Raises an error on duplicate labels (default).

"overwrite"

Silently replaces the existing node.

"rename"

Assigns a unique suffix to the new node’s label.

Creating from an Active Context#

If nodes have already been registered in the current ExperimentContext, you can bind a new Experiment to that existing context with from_active_context(). This retains all previously registered nodes.

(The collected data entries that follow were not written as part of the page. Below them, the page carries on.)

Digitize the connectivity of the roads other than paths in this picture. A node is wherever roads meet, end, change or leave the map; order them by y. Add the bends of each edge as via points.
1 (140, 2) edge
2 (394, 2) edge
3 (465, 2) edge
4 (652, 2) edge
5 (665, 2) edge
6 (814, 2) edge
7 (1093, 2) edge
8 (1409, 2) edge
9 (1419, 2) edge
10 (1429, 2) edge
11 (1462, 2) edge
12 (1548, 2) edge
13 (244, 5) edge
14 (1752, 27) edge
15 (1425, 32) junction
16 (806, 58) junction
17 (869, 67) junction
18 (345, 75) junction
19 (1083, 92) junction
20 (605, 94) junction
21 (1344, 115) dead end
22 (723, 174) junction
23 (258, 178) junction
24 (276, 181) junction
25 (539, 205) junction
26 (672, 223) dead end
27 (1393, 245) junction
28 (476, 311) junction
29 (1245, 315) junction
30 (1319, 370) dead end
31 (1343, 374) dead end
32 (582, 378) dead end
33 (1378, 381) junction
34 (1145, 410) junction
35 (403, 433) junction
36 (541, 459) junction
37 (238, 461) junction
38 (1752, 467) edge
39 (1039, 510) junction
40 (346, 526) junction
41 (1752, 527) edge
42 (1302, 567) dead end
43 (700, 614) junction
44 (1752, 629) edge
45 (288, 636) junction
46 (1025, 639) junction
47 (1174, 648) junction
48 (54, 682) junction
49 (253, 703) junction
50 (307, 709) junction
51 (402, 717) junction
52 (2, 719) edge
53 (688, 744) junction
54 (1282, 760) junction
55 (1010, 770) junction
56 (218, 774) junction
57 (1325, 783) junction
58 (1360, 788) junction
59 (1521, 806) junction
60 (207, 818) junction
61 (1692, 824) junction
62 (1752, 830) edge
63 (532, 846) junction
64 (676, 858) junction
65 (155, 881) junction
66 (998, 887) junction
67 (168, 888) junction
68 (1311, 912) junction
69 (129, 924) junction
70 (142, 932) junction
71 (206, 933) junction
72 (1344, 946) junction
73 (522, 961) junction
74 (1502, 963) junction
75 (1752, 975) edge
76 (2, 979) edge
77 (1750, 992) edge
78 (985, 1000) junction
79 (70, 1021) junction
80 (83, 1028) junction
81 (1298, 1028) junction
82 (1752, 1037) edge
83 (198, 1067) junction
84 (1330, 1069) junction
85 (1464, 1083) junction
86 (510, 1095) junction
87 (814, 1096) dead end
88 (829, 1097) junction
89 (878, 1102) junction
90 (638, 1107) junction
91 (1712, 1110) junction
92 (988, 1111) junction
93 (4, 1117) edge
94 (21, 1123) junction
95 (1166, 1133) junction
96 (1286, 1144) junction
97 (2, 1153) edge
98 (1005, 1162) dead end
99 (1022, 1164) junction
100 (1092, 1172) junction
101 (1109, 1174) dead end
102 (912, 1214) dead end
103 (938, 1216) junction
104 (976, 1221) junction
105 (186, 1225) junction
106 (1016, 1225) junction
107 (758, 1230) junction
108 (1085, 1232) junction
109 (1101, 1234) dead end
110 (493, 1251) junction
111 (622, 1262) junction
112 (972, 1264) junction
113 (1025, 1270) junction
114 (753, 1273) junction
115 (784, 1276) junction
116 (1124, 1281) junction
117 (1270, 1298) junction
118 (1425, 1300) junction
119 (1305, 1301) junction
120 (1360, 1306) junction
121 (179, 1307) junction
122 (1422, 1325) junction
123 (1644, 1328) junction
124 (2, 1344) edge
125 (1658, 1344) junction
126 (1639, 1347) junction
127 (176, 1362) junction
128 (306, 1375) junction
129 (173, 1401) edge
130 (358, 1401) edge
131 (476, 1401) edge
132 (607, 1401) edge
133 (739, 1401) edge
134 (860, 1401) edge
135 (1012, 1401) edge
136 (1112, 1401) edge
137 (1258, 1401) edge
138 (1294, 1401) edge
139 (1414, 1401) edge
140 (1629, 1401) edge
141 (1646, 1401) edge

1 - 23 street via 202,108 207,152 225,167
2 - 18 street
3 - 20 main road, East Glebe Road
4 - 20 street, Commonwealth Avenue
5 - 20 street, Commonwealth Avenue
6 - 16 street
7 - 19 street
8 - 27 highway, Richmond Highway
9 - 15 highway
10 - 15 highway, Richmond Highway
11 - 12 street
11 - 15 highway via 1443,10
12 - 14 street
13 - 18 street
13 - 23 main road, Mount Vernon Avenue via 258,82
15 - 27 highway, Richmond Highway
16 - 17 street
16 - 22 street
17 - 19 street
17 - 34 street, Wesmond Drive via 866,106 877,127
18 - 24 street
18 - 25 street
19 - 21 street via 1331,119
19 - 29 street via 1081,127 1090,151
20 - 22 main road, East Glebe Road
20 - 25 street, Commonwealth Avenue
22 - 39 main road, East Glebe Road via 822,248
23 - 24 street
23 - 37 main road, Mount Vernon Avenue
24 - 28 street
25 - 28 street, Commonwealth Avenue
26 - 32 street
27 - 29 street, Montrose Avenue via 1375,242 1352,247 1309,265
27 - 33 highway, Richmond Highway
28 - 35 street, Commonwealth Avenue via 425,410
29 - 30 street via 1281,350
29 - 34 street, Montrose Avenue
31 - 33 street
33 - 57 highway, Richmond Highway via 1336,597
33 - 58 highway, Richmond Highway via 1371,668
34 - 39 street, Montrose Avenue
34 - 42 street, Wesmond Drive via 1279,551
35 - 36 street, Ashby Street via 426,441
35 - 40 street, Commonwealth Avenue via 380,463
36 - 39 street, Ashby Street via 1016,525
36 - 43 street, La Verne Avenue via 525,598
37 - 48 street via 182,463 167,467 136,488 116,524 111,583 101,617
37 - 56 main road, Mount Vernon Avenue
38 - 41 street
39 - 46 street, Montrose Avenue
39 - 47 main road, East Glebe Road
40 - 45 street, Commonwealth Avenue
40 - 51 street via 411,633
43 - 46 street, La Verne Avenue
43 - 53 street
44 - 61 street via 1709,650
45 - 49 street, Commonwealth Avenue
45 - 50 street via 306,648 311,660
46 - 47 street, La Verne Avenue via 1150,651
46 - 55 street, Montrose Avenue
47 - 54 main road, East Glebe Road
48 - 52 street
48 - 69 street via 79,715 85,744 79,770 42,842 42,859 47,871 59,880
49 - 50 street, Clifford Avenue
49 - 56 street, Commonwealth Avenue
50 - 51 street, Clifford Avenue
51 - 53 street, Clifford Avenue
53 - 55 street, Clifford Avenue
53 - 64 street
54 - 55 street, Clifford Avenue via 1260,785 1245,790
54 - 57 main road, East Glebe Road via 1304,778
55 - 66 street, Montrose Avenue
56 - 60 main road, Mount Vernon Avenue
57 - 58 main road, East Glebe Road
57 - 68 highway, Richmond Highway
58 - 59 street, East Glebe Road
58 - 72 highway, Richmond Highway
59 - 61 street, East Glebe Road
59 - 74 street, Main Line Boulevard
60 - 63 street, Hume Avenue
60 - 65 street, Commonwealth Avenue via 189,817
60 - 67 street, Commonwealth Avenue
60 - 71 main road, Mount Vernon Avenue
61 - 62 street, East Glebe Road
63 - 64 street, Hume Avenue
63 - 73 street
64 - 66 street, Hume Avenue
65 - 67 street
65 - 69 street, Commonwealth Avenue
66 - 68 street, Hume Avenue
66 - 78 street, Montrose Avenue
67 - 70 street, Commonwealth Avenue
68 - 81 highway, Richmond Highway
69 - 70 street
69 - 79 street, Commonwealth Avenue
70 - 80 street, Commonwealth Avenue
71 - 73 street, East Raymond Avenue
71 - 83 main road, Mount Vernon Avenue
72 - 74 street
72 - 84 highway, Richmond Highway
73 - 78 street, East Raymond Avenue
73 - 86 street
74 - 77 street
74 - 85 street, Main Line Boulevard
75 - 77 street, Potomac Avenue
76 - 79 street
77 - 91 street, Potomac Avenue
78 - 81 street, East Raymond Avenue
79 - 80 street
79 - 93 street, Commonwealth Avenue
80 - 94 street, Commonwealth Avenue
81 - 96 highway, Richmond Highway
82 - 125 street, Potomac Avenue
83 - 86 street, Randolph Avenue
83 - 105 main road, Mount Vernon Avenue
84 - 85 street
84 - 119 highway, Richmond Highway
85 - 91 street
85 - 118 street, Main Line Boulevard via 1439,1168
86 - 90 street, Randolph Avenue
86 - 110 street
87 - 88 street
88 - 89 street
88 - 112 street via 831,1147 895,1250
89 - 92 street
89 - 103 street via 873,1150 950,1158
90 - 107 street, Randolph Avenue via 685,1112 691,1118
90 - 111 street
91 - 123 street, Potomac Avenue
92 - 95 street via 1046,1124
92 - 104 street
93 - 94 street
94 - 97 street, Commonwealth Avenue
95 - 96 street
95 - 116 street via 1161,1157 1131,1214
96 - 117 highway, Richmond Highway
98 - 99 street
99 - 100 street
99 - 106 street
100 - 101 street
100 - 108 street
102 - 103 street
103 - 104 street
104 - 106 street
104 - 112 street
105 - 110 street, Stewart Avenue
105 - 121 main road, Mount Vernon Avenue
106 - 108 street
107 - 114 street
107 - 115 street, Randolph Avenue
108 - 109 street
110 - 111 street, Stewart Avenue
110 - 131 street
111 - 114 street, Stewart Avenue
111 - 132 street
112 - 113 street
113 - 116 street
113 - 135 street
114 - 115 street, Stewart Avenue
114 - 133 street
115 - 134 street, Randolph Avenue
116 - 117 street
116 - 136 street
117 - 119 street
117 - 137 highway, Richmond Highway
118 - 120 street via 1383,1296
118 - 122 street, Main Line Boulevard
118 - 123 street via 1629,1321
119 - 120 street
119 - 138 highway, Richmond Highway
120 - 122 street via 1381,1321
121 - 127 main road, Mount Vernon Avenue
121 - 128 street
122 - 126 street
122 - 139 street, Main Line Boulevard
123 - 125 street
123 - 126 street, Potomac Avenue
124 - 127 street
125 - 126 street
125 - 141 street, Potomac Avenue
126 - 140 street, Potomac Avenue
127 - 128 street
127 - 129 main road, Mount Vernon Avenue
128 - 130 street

    exp = Experiment.from_active_context(
        label="my_experiment",
        registration_policy="overwrite",
    )

Setting Up a Model Graph#

Before defining phases, we need a ModelGraph with at least one ModelNode and a FeatureSet to supply data. The Experiment automatically tracks the ModelGraph registered in its context.

For details on creating model graphs, see How to: Create and Use a ModelGraph.

# Create synthetic data
rng = np.random.default_rng(42)

fs = FeatureSet.from_dict(
    label="SensorData",
    data={
        "voltage": list(rng.standard_normal((500, 10))),
        "soh": list(rng.standard_normal((500, 1))),
    },
    feature_keys="voltage",
    target_keys="soh",
)

# Create a train/test split
fs.split_random(
    ratios={
        "train": 0.8,
        "test": 0.2,
    },
    seed=13,
)
print(fs)
print(f"Splits: {fs.available_splits}")
fs.visualize()
from modularml.models.torch import SequentialMLP

# Reference defining which columns feed into the model
fs_ref = fs.reference(features="voltage", targets="soh")

# Create model node
node = ModelNode(
    label="MLP",
    model=SequentialMLP(output_shape=(1, 1), n_layers=2, hidden_dim=32),
    upstream_ref=fs_ref,
)

# Create model graph with a global optimizer
graph = ModelGraph(
    label="SimpleGraph",
    nodes=[node],
    optimizer=Optimizer("adam", opt_kwargs={"lr": 1e-3}, backend="torch"),
)

# Build the graph (infers shapes)
graph.build()
graph.visualize()

print(f"Experiment model_graph: {exp.model_graph}")

Defining Phases#

Phases are the executable units of an Experiment. Each phase type handles a different style of model execution:

Phase

Purpose

Key Concept

TrainPhase

Mini-batch gradient training

Requires a Sampler and Loss

EvalPhase

Forward-only evaluation

No sampler; runs on full split

FitPhase

Batch fitting (e.g., scikit-learn)

Entire dataset passed at once

All phases require input bindings that connect FeatureSet data to head GraphNodes in the model graph.

Input Bindings#

An InputBinding defines how data flows from a FeatureSet into a head GraphNode during a specific phase. There are two constructors:

  • InputBinding.for_training(...) — requires a Sampler to generate batches

  • InputBinding.for_evaluation(...) — passes data directly (no sampler)

Parameter

for_training

for_evaluation

node

required

required

sampler

required

upstream

required*

required*

split

optional

optional

* Can be None if the node has exactly one upstream FeatureSet.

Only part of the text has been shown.